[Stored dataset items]
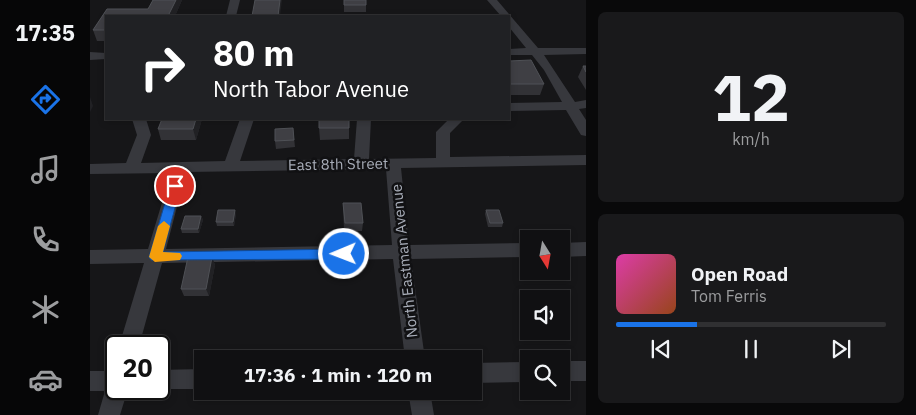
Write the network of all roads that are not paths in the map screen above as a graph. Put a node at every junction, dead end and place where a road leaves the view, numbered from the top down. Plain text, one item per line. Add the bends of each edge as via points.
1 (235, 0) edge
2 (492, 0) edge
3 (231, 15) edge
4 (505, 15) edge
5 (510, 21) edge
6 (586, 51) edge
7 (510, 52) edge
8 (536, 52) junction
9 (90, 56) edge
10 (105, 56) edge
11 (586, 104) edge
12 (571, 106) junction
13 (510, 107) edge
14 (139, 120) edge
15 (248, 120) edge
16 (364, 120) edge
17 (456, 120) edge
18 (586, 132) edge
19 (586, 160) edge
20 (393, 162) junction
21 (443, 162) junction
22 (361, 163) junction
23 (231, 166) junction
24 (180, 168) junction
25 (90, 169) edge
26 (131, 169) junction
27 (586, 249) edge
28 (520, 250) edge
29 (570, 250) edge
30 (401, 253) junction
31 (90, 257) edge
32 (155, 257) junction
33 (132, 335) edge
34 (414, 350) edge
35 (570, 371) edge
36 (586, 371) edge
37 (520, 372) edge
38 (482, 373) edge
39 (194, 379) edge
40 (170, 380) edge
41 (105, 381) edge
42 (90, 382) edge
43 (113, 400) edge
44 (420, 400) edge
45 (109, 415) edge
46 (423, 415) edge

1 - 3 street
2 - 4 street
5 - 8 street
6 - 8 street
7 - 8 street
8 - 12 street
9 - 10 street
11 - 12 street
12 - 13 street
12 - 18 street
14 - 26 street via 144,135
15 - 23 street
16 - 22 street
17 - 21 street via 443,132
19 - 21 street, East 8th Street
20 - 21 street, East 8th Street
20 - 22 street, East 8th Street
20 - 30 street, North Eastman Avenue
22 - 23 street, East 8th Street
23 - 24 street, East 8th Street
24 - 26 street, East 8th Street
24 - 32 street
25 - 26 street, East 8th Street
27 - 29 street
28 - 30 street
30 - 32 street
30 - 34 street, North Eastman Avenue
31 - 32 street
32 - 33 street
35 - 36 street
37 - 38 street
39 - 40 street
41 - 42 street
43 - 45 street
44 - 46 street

**THE TASK**
The lines in the entries above that carry the word "Avenue" must be copied.

**EXERCISE RESULT**
20 - 30 street, North Eastman Avenue
30 - 34 street, North Eastman Avenue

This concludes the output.